Robin Cavendish (Andrew Garfield) verliebt sich in die schöne Diane (Claire Foy). Bild: Sender / ARD Degeto / Squareone Entertainment

We want Sex (Montag, 10. Mai 2021)

Swinging Sixties in London, aus dem Transistorradio tönt „Wooly Bully“, Mary Quants Minirock hat die Modewelt revolutioniert. Doch davon bekommen die Arbeiterinnen im Ford-Werk Dagenham nur wenig mit. Ihre Welt spielt sich zwischen Nähmaschinen, Sozialbau-Viertel und ein bisschen Feiern nach der Arbeit ab. Ein ganzer Stadtbezirk steht im Zeichen der Autoproduktion: 1968 arbeiten hier 55.000 Männer und 187 Frauen, die in mühevoller Arbeit Bezüge für Autositze zusammennähen.
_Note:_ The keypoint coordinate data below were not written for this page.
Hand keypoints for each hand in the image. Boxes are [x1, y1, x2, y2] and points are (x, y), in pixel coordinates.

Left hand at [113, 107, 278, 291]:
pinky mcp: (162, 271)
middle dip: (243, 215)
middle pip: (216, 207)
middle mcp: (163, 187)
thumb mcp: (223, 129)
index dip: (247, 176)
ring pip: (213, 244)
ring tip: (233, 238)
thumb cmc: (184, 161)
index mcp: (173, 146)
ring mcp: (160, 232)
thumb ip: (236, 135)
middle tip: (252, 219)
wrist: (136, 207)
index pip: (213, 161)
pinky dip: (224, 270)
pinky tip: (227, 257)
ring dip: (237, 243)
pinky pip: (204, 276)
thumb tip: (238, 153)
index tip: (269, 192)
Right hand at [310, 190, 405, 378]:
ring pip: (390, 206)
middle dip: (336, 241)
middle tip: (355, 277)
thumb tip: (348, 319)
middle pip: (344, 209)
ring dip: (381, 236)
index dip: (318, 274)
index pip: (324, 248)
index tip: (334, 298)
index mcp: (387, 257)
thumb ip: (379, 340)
Mit diesem Film, einer gelungenen Mischung aus Drama und heiter-ironischer Sozialkomödie, knüpft Regisseur Nigel Cole an seine Erfolge „Grasgeflüster" und „Kalender Girls" an, vor allem dank der preisgekrönten Hauptdarstellerin Sally Hawkins. Der historische Arbeitskampf der Näherinnen führte 1970 zum Equal Pay Act, nach dem Arbeiterinnen nicht schlechter bezahlt werden dürfen als ihre männlichen Kollegen.
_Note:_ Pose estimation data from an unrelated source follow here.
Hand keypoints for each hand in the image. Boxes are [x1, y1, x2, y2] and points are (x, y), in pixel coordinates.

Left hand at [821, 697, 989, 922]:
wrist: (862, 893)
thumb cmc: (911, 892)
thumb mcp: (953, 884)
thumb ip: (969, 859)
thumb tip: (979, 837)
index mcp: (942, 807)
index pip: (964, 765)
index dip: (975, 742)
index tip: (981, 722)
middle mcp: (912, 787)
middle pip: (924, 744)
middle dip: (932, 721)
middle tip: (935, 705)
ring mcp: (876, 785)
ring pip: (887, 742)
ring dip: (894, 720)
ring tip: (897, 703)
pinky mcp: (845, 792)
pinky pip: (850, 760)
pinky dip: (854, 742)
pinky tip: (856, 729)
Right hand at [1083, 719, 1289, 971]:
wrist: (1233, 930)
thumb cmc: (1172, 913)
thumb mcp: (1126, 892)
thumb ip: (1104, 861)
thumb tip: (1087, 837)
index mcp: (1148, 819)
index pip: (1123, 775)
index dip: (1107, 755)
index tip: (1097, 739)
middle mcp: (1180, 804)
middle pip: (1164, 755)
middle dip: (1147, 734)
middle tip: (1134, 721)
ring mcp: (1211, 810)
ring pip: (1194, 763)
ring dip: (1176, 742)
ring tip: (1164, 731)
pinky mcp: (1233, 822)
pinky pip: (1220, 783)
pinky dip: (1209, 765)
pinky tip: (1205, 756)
Ein Schotte macht noch keinen Sommer (Montag, 17. Mai 2021)

​Der 75. Geburtstag von Gordie McLeod sollte eigentlich ein freudiger Anlass für ein großes Familientreffen werden. Auf dem herrschaftlichen Landsitz in den schottischen Highlands, wo Gordie bei seinem älteren Sohn, dem Millionär Gavin, und dessen Gattin Margaret lebt, sind mehr als 200 Gäste geladen. Während die Vorbereitungen auf Hochtouren laufen, ist dem eigensinnigen Jubilar, der ohnehin lieber seine Ruhe hat, so gar nicht nach Feiern zumute: Er leidet unter einer unheilbaren Krebserkrankung. „Ein Schotte macht noch keinen Sommer“ ist das erste gemeinsame Kinoprojekt der Comedy-Spezialisten Andy Hamilton und Guy Jenkin, bekannt durch die populäre BBC-Sitcom „Outnumbered“. Um der schrägen Tragikomödie einen zusätzlichen Drive zu geben, ließen sie die SchauspielerInnen auf Basis des Drehbuches improvisieren. Die Stars David Tennant, Rosamund Pike und Billy Connolly nutzten dies ebenso begeistert wie die frech agierenden Kinderdarsteller.
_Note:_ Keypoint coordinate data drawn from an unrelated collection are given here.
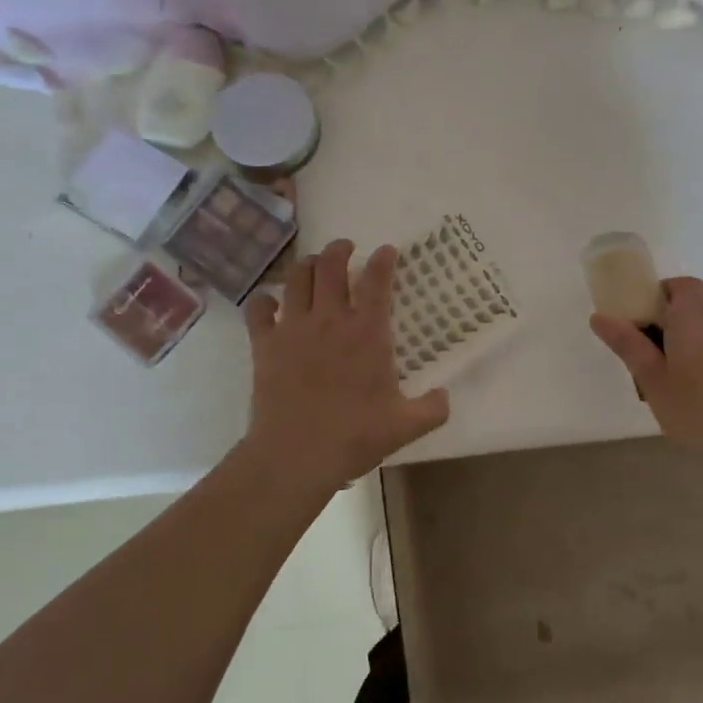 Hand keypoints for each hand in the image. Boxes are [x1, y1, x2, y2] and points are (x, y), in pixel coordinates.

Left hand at [238, 240, 449, 496]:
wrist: (296, 454)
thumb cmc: (354, 435)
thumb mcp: (405, 426)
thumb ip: (432, 409)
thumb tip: (445, 397)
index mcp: (367, 332)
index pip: (376, 281)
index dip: (382, 260)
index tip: (386, 250)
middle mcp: (330, 319)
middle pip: (330, 266)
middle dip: (339, 250)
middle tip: (345, 248)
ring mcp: (293, 328)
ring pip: (296, 278)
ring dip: (306, 265)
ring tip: (312, 264)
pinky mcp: (264, 344)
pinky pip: (258, 310)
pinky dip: (263, 301)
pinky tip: (269, 303)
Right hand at [590, 276, 702, 470]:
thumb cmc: (698, 409)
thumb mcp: (652, 380)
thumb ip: (628, 345)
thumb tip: (600, 316)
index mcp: (693, 316)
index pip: (681, 285)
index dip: (661, 295)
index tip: (643, 321)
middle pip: (694, 308)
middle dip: (671, 325)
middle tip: (652, 361)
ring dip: (692, 345)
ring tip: (678, 385) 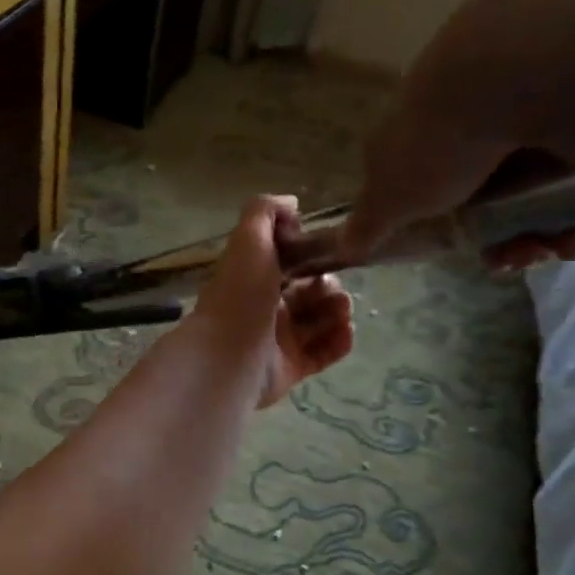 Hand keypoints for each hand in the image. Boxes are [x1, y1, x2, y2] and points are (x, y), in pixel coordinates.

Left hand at [192, 195, 354, 408]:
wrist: (228, 356)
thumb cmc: (240, 295)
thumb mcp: (248, 240)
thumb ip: (266, 212)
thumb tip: (292, 205)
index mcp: (253, 279)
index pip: (288, 264)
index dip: (312, 256)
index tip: (329, 253)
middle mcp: (264, 310)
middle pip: (308, 294)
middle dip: (329, 287)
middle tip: (336, 289)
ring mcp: (277, 342)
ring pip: (318, 323)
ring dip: (338, 312)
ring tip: (344, 310)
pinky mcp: (290, 369)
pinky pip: (322, 353)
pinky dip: (338, 342)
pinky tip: (347, 331)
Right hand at [338, 0, 574, 272]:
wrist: (525, 64)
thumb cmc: (441, 138)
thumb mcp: (390, 195)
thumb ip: (367, 222)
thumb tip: (342, 246)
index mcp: (421, 118)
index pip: (424, 173)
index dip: (440, 218)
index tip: (463, 245)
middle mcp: (471, 99)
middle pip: (487, 182)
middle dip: (500, 232)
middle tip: (516, 257)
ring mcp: (528, 88)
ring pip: (536, 175)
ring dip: (542, 225)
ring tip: (555, 247)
State of the union (Montag, 24. Mai 2021)

Die britische Beziehungskomödie von Kultautor Nick Hornby – ursprünglich als Mini-Serie konzipiert – in Langfassung: Das Ehepaar Tom und Louise trifft sich einmal die Woche tagsüber auf einen Drink im Pub: Er bestellt Bier, sie Weißwein – und anschließend geht es zur Eheberatung. Nachdem Louise fremdgegangen ist, steht die Beziehung auf der Kippe. Um die Beziehung zu retten, will Louise aufarbeiten, was seit langem schiefläuft – angefangen mit der Flaute im Bett, der Ursache für ihre Untreue. Unter der Regie von Stephen Frears glänzt das Duo Rosamund Pike und Chris O'Dowd mit Charme und Dialogwitz.